___ Recorded data

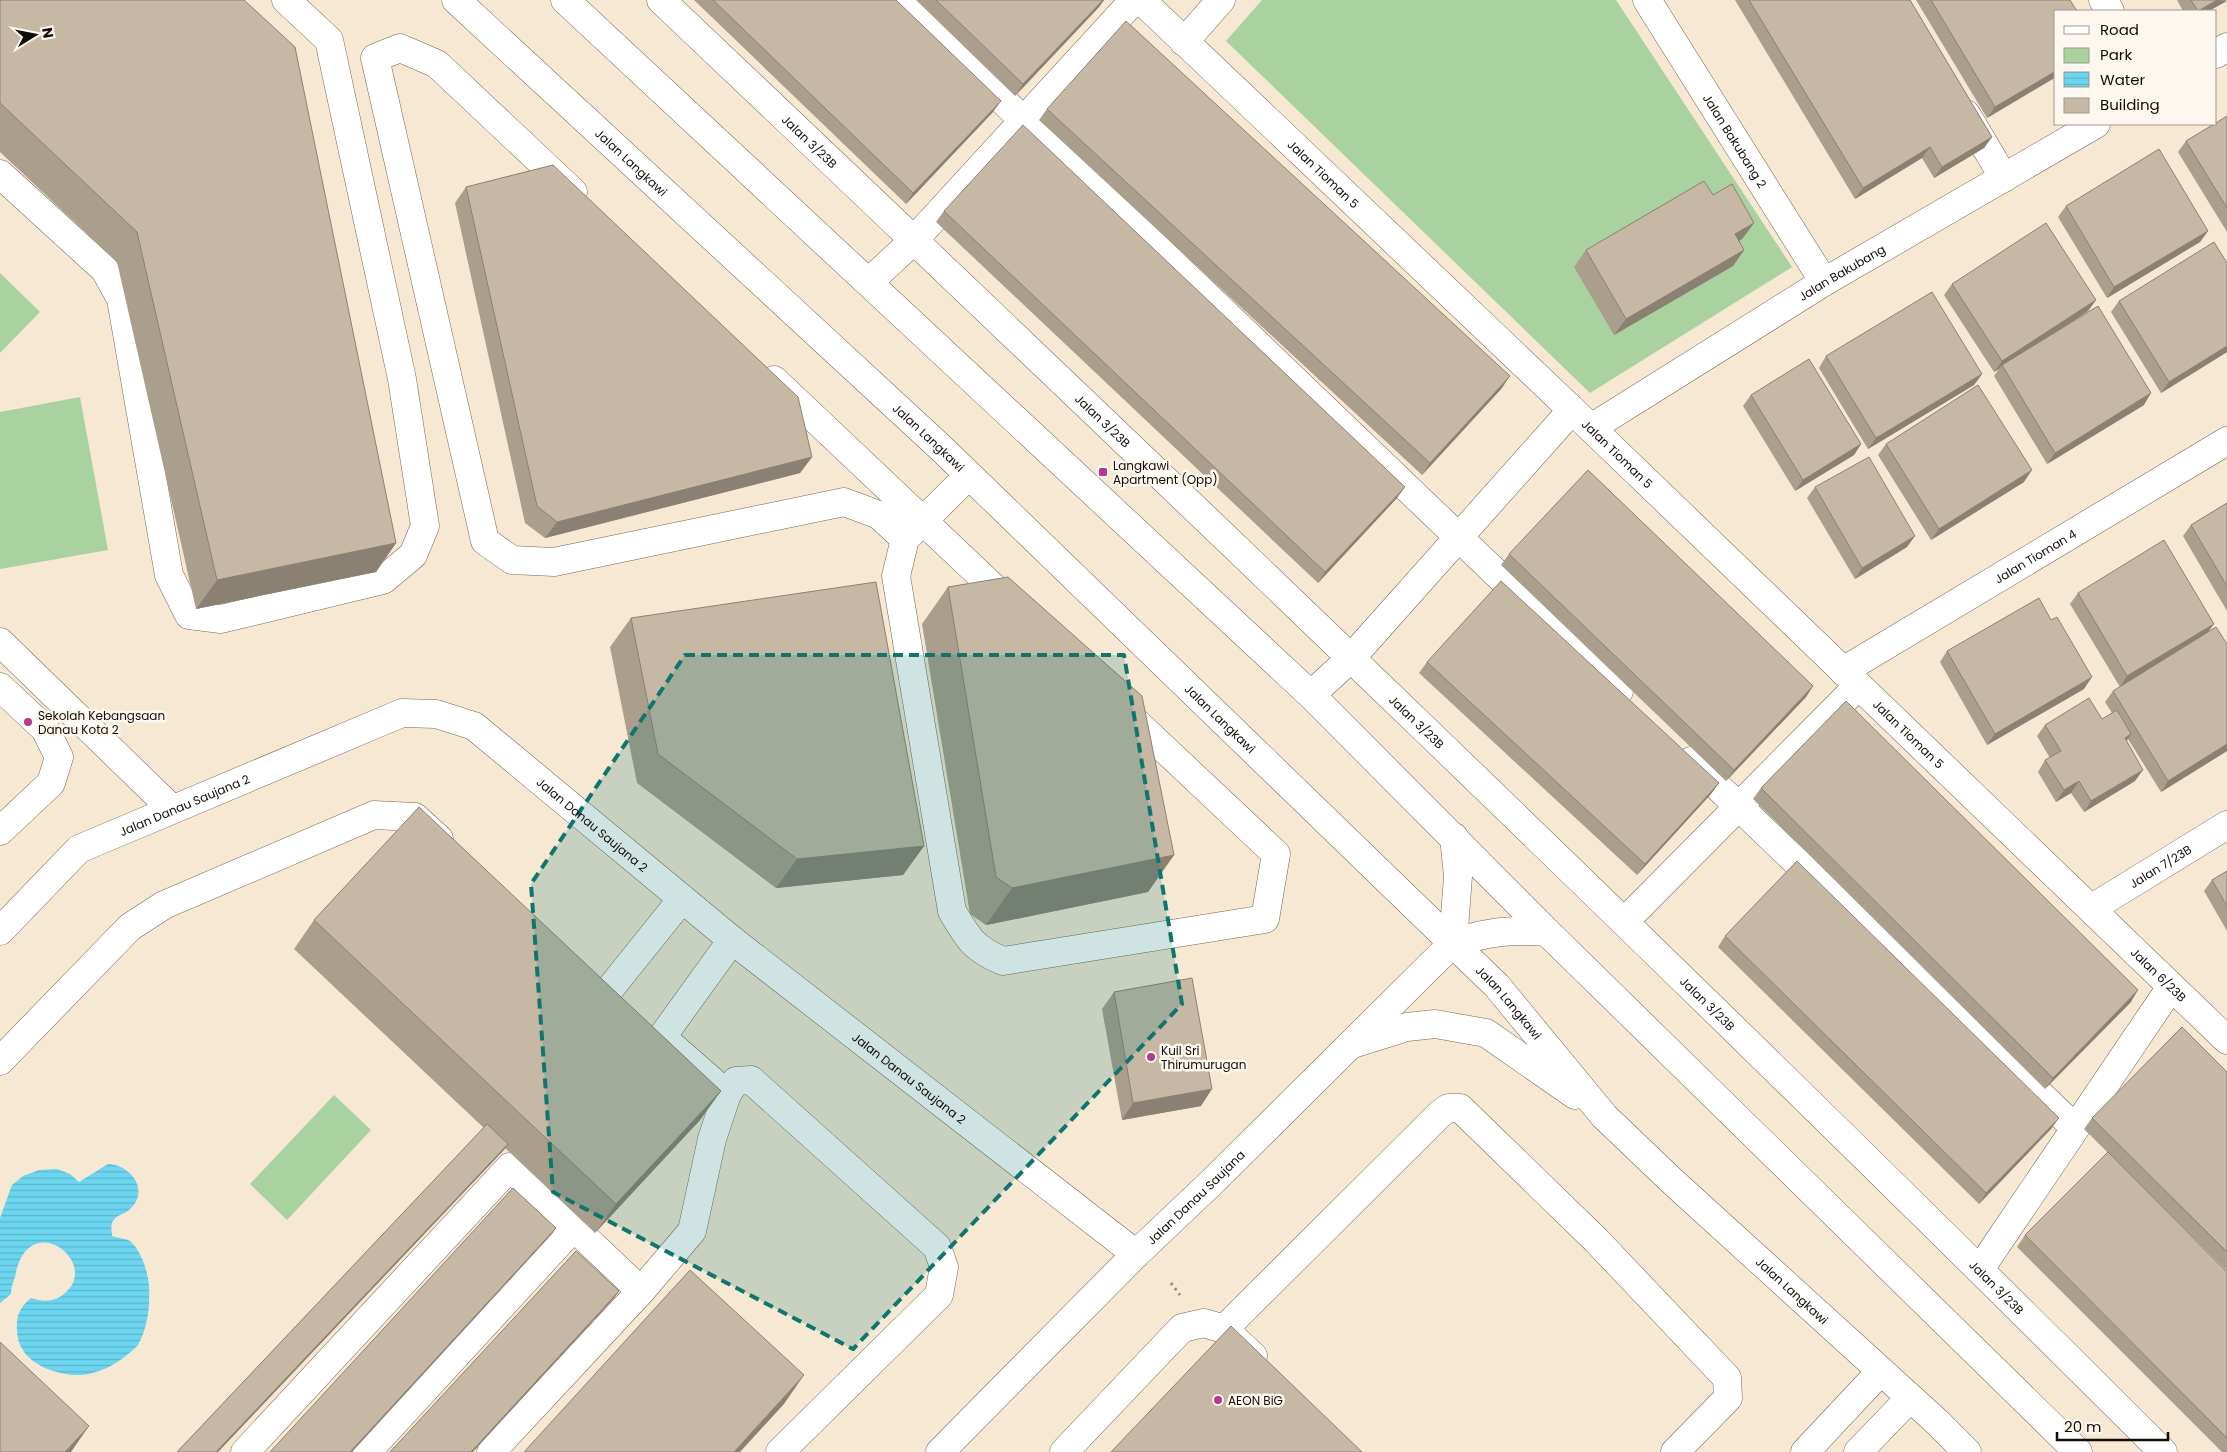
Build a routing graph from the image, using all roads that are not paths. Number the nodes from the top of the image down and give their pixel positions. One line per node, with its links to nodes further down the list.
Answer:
1 (286, 0): 14 (street)
2 (456, 0): 23 (street, Jalan Langkawi)
3 (565, 0): 18 (street)
4 (661, 0): 17 (street, Jalan 3/23B)
5 (898, 0): 12 (street)
6 (1134, 0): 12 (street)
7 (1141, 0): 10 (street, Jalan Tioman 5)
8 (1221, 0): 10 (street)
9 (1648, 0): 19 (street, Jalan Bakubang 2)
10 (1184, 42): 21 (street, Jalan Tioman 5)
11 (1955, 94): 15 (street)
12 (1024, 119): 17 (street); 25 (street)
13 (2094, 125): 15 (street, Jalan Bakubang)
14 (0, 174)
15 (2004, 178): 19 (street, Jalan Bakubang)
16 (590, 207): 24 (street)
17 (914, 240): 18 (street); 28 (street, Jalan 3/23B)
18 (869, 282): 32 (street)
19 (1824, 282): 21 (street, Jalan Bakubang)
20 (756, 364): 24 (street)
21 (1581, 419): 25 (street, Jalan Bakubang); 29 (street, Jalan Tioman 5)
22 (2227, 441): 29 (street, Jalan Tioman 4)
23 (968, 476): 24 (street); 47 (street, Jalan Langkawi)
24 (914, 530): 26 (street); 31 (street)
25 (1460, 538): 28 (street, Jalan Bakubang); 33 (street)
26 (1031, 623)
27 (0, 642): 36 (street)
28 (1352, 657): 32 (street, Jalan Bakubang); 43 (street, Jalan 3/23B)
29 (1851, 678): 35 (street, Jalan Tioman 4); 42 (street, Jalan Tioman 5)
30 (0, 687): 38 (street)
31 (1103, 691)
32 (1311, 695): 39 (street)
33 (1638, 710)
34 (1673, 744): 35 (street)
35 (1737, 806): 43 (street, Jalan Tioman 4); 55 (street)
36 (172, 810): 41 (street, Jalan Danau Saujana 2); 44 (street, Jalan Danau Saujana 2)
37 (2227, 825): 42 (street, Jalan 7/23B)
38 (0, 831)
39 (1454, 837): 45 (street); 47 (street)
40 (460, 857): 52 (street)
41 (682, 899): 46 (street, Jalan Danau Saujana 2); 49 (street)
42 (2092, 908): 48 (street, Jalan 6/23B)
43 (1625, 921): 58 (street, Jalan 3/23B)
44 (0, 930)
45 (1547, 932): 47 (street); 74 (street)
46 (732, 940): 49 (street); 57 (street, Jalan Danau Saujana 2)
47 (1453, 942): 51 (street, Jalan Danau Saujana); 54 (street, Jalan Langkawi)
48 (2171, 987): 50 (street, Jalan 6/23B); 55 (street)
49 (662, 1037): 53 (street)
50 (2227, 1040)
51 (1350, 1045): 54 (street); 57 (street, Jalan Danau Saujana)
52 (0, 1060)
53 (727, 1094): 59 (street); 67 (street)
54 (1604, 1116): 61 (street, Jalan Langkawi)
55 (2075, 1128): 58 (street)
56 (574, 1227): 59 (street); 64 (street); 65 (street)
57 (1136, 1254): 68 (street, Jalan Danau Saujana)
58 (1980, 1270): 75 (street, Jalan 3/23B)
59 (641, 1291): 66 (street)
60 (1224, 1329): 62 (street); 69 (street); 70 (street)
61 (1881, 1371): 63 (street, Jalan Langkawi); 71 (street)
62 (1274, 1375)
63 (1910, 1398): 72 (street); 73 (street, Jalan Langkawi)
64 (245, 1452)
65 (367, 1452)
66 (491, 1452)
67 (780, 1452)
68 (940, 1452)
69 (1064, 1452)
70 (1676, 1452)
71 (1805, 1452)
72 (1858, 1452)
73 (1967, 1452)
74 (2078, 1452)
75 (2163, 1452)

______

_The problem_: Every line above should be printed again word for word, without its pictures.

_Exercise result_:
Build a routing graph from the image, using all roads that are not paths. Number the nodes from the top of the image down and give their pixel positions. One line per node, with its links to nodes further down the list.
Answer:
1 (286, 0): 14 (street)
2 (456, 0): 23 (street, Jalan Langkawi)
3 (565, 0): 18 (street)
4 (661, 0): 17 (street, Jalan 3/23B)
5 (898, 0): 12 (street)
6 (1134, 0): 12 (street)
7 (1141, 0): 10 (street, Jalan Tioman 5)
8 (1221, 0): 10 (street)
9 (1648, 0): 19 (street, Jalan Bakubang 2)
10 (1184, 42): 21 (street, Jalan Tioman 5)
11 (1955, 94): 15 (street)
12 (1024, 119): 17 (street); 25 (street)
13 (2094, 125): 15 (street, Jalan Bakubang)
14 (0, 174)
15 (2004, 178): 19 (street, Jalan Bakubang)
16 (590, 207): 24 (street)
17 (914, 240): 18 (street); 28 (street, Jalan 3/23B)
18 (869, 282): 32 (street)
19 (1824, 282): 21 (street, Jalan Bakubang)
20 (756, 364): 24 (street)
21 (1581, 419): 25 (street, Jalan Bakubang); 29 (street, Jalan Tioman 5)
22 (2227, 441): 29 (street, Jalan Tioman 4)
23 (968, 476): 24 (street); 47 (street, Jalan Langkawi)
24 (914, 530): 26 (street); 31 (street)
25 (1460, 538): 28 (street, Jalan Bakubang); 33 (street)
26 (1031, 623)
27 (0, 642): 36 (street)
28 (1352, 657): 32 (street, Jalan Bakubang); 43 (street, Jalan 3/23B)
29 (1851, 678): 35 (street, Jalan Tioman 4); 42 (street, Jalan Tioman 5)
30 (0, 687): 38 (street)
31 (1103, 691)
32 (1311, 695): 39 (street)
33 (1638, 710)
34 (1673, 744): 35 (street)
35 (1737, 806): 43 (street, Jalan Tioman 4); 55 (street)
36 (172, 810): 41 (street, Jalan Danau Saujana 2); 44 (street, Jalan Danau Saujana 2)
37 (2227, 825): 42 (street, Jalan 7/23B)
38 (0, 831)
39 (1454, 837): 45 (street); 47 (street)
40 (460, 857): 52 (street)
41 (682, 899): 46 (street, Jalan Danau Saujana 2); 49 (street)
42 (2092, 908): 48 (street, Jalan 6/23B)
43 (1625, 921): 58 (street, Jalan 3/23B)
44 (0, 930)
45 (1547, 932): 47 (street); 74 (street)
46 (732, 940): 49 (street); 57 (street, Jalan Danau Saujana 2)
47 (1453, 942): 51 (street, Jalan Danau Saujana); 54 (street, Jalan Langkawi)
48 (2171, 987): 50 (street, Jalan 6/23B); 55 (street)
49 (662, 1037): 53 (street)
50 (2227, 1040)
51 (1350, 1045): 54 (street); 57 (street, Jalan Danau Saujana)
52 (0, 1060)
53 (727, 1094): 59 (street); 67 (street)
54 (1604, 1116): 61 (street, Jalan Langkawi)
55 (2075, 1128): 58 (street)
56 (574, 1227): 59 (street); 64 (street); 65 (street)
57 (1136, 1254): 68 (street, Jalan Danau Saujana)
58 (1980, 1270): 75 (street, Jalan 3/23B)
59 (641, 1291): 66 (street)
60 (1224, 1329): 62 (street); 69 (street); 70 (street)
61 (1881, 1371): 63 (street, Jalan Langkawi); 71 (street)
62 (1274, 1375)
63 (1910, 1398): 72 (street); 73 (street, Jalan Langkawi)
64 (245, 1452)
65 (367, 1452)
66 (491, 1452)
67 (780, 1452)
68 (940, 1452)
69 (1064, 1452)
70 (1676, 1452)
71 (1805, 1452)
72 (1858, 1452)
73 (1967, 1452)
74 (2078, 1452)
75 (2163, 1452)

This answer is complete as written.